## EXERCISE
Write back every entry exactly as it reads, with the pictures left behind.

Saved entries:
========
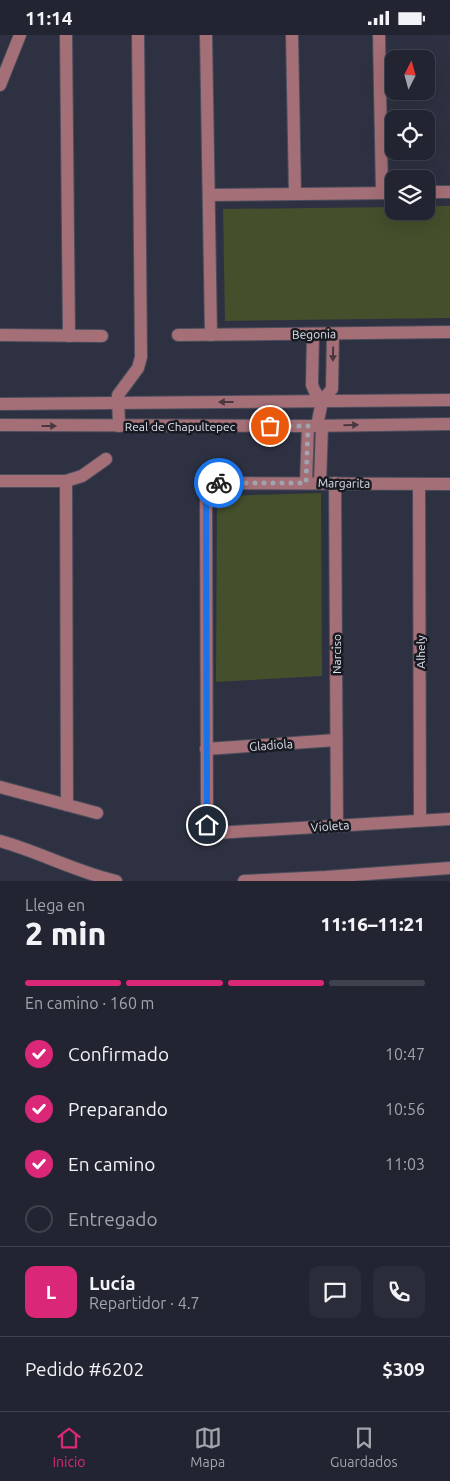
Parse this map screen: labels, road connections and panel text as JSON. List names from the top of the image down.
{
  "streets": {
    "street": [
      "Begonia",
      "Real de Chapultepec",
      "Margarita",
      "Alhely",
      "Narciso",
      "Gladiola",
      "Violeta"
    ]
  },
  "crossings": [
    ["Margarita", "Alhely"],
    ["Margarita", "Narciso"],
    ["Margarita", "Gladiola"],
    ["Margarita", "Violeta"],
    ["Alhely", "Violeta"],
    ["Narciso", "Gladiola"],
    ["Narciso", "Violeta"],
    ["Gladiola", "Violeta"]
  ],
  "north": "top",
  "page": {
    "status": "11:14",
    "heading": ["2 min", "Llega en", "11:16–11:21"],
    "panel": [
      "Lucía",
      "Repartidor · 4.7",
      "Pedido #6202",
      "$309"
    ],
    "bar": "En camino · 160 m",
    "list": [
      ["Confirmado", "10:47"],
      ["Preparando", "10:56"],
      ["En camino", "11:03"],
      "Entregado"
    ],
    "round": "L",
    "tabs": ["Inicio", "Mapa", "Guardados"]
  }
}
========
## EXERCISE ANSWER
Parse this map screen: labels, road connections and panel text as JSON. List names from the top of the image down.
{
  "streets": {
    "street": [
      "Begonia",
      "Real de Chapultepec",
      "Margarita",
      "Alhely",
      "Narciso",
      "Gladiola",
      "Violeta"
    ]
  },
  "crossings": [
    ["Margarita", "Alhely"],
    ["Margarita", "Narciso"],
    ["Margarita", "Gladiola"],
    ["Margarita", "Violeta"],
    ["Alhely", "Violeta"],
    ["Narciso", "Gladiola"],
    ["Narciso", "Violeta"],
    ["Gladiola", "Violeta"]
  ],
  "north": "top",
  "page": {
    "status": "11:14",
    "heading": ["2 min", "Llega en", "11:16–11:21"],
    "panel": [
      "Lucía",
      "Repartidor · 4.7",
      "Pedido #6202",
      "$309"
    ],
    "bar": "En camino · 160 m",
    "list": [
      ["Confirmado", "10:47"],
      ["Preparando", "10:56"],
      ["En camino", "11:03"],
      "Entregado"
    ],
    "round": "L",
    "tabs": ["Inicio", "Mapa", "Guardados"]
  }
}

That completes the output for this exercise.